Commençant par l'apothéose finale, ce récit à la construction déroutante mais très aboutie s'ouvre sur cet élan qui conduisit l'héroïne à se jeter dans l'abîme : deux pages incandescentes d'une fulgurante beauté nous faisant vivre une scène fabuleuse stupéfiante dans un vibrant présent de narration ! Puis, retrouvant la réalité post mortem - et le passé révolu - le narrateur extérieur se met alors à suivre le père qui tente après coup de comprendre l'énigme en revenant sur les lieux fréquentés par sa fille, cherchant quelque indice dans les ruines de ce qui reste d'elle.
Mais ni les coupures de journaux relatant les faits et le procès, ni sa photo ou ses dessins dont le sens semble perdu - même si en émerge l'image de Sonia comme celle d'un étrange oiseau (2)- ni ses notes de lecture sur Freud (ne disant rien de ses propres rêves) ne lui apportent de secours. Seul pourrait être en mesure d'éclaircir les choses un livre récupéré dans son atelier : un roman servant de cahier sur lequel elle a griffonné un journal d'une dizaine de pages «croisant ses lignes avec celles du texte imprimé». Et le journal de Sonia vient alors s'enchâsser dans ce court récit.
2) Evoquant l'héroïne solitaire de Janet Frame dans Towards another summer, une femme assaillie de rêves qui se transforme en oiseau, dont l'esprit s'envole librement, abattant les cloisons d'un monde borné dans lequel elle ne peut trouver sa place
Nuage d'étourneaux
Elevée de 15 à 19 ans chez les libres enfants de Summerhill, dans cet «enclos dans lequel tout est permis», Sonia se heurte aux limites de son corps et de son esprit, au carcan de sa raison. Elle se sent «contrainte dans une forme», soumise à la mécanique du plaisir comme à celle du langage, à cette façon dont l'esprit «se plie au conditionnement le plus bête». Toute entière dans «l'attente curieuse», elle ne désire que déstabilisation, légèreté et irresponsabilité, circulations et hybridations : que le «continu tohu-bohu de la métamorphose». Elle voudrait libérer l'homme, le sortir de cet «autisme» qui le «prive du rêve de la fougère, de la science du galet, de l'humour du hanneton», disjoindre «la métronomie» pour commencer d'être vivante.
Et son journal se scinde brusquement en deux.

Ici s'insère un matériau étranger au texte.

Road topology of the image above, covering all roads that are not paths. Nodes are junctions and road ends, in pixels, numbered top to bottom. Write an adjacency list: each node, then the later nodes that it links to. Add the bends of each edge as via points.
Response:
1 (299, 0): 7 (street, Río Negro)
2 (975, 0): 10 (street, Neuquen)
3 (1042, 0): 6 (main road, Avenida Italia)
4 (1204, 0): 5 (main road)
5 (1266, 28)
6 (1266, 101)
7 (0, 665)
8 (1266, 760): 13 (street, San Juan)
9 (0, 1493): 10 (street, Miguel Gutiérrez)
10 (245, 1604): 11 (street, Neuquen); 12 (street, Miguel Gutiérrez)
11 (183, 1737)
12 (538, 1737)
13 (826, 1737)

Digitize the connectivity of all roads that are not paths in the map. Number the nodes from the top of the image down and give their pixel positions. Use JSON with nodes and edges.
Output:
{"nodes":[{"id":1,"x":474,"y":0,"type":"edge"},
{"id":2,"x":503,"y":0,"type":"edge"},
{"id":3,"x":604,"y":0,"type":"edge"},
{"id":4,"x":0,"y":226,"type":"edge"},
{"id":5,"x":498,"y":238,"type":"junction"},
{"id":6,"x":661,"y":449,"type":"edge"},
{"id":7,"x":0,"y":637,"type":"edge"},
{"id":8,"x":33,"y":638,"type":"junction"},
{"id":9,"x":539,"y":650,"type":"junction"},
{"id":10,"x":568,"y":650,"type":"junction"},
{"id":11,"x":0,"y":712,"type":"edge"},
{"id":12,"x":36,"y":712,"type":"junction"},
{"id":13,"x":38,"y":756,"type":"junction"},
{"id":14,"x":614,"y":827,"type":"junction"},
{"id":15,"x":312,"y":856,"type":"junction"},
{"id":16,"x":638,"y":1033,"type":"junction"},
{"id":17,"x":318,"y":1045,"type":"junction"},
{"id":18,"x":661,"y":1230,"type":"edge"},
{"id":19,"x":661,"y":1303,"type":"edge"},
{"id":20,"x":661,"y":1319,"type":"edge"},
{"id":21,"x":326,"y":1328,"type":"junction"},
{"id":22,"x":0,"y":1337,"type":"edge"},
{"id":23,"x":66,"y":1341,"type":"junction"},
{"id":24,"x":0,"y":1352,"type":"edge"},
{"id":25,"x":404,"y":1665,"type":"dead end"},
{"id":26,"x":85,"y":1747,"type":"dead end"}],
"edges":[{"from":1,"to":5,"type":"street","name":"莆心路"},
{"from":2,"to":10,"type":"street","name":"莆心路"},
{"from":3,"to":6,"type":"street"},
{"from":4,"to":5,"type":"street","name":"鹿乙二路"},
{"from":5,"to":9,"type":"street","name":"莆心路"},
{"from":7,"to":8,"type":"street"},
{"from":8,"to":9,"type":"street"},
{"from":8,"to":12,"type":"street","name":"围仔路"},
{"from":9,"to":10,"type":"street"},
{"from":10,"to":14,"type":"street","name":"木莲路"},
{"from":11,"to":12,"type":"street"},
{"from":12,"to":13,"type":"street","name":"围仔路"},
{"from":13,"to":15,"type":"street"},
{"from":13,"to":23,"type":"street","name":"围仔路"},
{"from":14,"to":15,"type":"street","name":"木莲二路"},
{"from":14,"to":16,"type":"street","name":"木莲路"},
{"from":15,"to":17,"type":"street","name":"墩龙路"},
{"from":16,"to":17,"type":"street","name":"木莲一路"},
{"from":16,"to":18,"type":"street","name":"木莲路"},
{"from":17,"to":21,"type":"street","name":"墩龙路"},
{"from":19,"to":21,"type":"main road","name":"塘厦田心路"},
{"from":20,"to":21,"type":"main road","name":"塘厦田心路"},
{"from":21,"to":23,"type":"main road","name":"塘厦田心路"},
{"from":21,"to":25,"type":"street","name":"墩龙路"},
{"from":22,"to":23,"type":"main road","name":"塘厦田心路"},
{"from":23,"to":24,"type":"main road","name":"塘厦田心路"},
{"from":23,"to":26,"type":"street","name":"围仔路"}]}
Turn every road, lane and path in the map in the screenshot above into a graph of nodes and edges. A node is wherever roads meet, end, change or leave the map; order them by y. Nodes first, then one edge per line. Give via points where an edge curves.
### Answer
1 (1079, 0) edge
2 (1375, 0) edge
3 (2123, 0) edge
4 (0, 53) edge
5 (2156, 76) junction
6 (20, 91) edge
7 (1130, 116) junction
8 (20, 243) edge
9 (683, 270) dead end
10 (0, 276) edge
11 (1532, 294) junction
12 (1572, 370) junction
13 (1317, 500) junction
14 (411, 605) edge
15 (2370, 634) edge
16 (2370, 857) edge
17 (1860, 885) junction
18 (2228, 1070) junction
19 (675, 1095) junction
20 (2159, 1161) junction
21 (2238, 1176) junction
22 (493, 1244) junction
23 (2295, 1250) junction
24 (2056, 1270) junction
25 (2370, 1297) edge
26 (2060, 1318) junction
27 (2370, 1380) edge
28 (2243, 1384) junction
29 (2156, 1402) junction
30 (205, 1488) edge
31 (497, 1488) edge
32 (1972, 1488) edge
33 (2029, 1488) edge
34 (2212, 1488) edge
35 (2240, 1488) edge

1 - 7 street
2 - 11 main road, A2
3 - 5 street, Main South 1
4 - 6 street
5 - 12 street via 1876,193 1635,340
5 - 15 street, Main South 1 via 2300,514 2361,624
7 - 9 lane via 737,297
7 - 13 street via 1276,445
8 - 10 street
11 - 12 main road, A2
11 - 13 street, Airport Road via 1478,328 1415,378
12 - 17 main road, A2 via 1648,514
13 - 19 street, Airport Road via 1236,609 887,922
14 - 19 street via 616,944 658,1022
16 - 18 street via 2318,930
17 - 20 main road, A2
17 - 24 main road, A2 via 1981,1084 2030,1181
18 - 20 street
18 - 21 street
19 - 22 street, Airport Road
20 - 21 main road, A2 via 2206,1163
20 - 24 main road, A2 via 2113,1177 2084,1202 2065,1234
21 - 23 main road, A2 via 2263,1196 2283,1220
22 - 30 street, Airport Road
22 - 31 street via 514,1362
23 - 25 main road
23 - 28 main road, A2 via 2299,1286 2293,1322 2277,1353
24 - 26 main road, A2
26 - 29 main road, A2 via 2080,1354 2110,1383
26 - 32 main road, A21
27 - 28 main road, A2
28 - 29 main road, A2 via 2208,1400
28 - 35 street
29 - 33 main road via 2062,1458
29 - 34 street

La première partie revient sur son passé, sur ses lectures, ses rêves et ses désirs, livrant ses réflexions et ses interrogations. Un «chemin qui [la]suit pas à pas» sans qu'elle réussisse à se transformer, à échapper à «la dépouille de [ses jours]». Puis, s'arrachant à cette continuité morbide dans un ultime sursaut, c'est le journal d'une héroïne décidée à «OSER TOUT», à «faire un pas supplémentaire», d'une héroïne renaissant à la joie en s'acheminant vers ce paroxysme final initiant un autre monde possible.
Londres, le Blitzt, photo de Cecil Beaton
Mourir et sauter sur son cheval est un éloge du rêve, des fantaisies et des «brûlures des contes», de «tout ce qu'il reste de poésie en ce monde».
Londres y devient un décor fabuleux faisant écho à la dévastation de l'héroïne, une forêt sombre sollicitant son imaginaire. Et le journal, revenant sur la guerre, sur le "Blitz"(3), dans une capitale frappée par les bombardements exalte ainsi paradoxalement la beauté mystérieuse des ruines, de ces maisons éventrées laissant échapper tous leurs secrets, de ces façades où «le ciel est dans toutes les fenêtres», exalte cette nuit londonienne de tous les possibles à l'époque du "blackout" (4), et la chaleur rayonnante de ces foules apeurées quand la «solitude universelle» semblait «parcourue par un rêve collectif».
3) ttp://www.1939-45.net/blitz.htm
4) https://fr.wikipedia.org/wiki/Black-out
Le mariage alchimique (détail du Jardin des délices de Jérôme Bosch
Et on pénètre dans l'univers mental d'une l'héroïne abattant par le rêve les cloisons entre les hommes, entre les règnes, les espèces et les genres. Dans un macrocosme grouillant et coloré d'une fantaisie débridée rappelant ce Jardin des délices de Jérôme Bosch où se meuvent et se mêlent à profusion humains, animaux et végétaux, sans aucun respect des échelles :
Des Eves noires à la hanche fleurie. Un chevalier à pourpoint d'oiseau et tête de chardon rouge. Les adorateurs d'une fraise des bois, nus, adorablement. Cohue qui sort de l'eau pour régresser dans l'oeuf blanc dont on se demande bien qui le refermera, et comment. Cabrioles d'amour, le poirier ventre à ventre, et les orteils la-haut en colloque muet.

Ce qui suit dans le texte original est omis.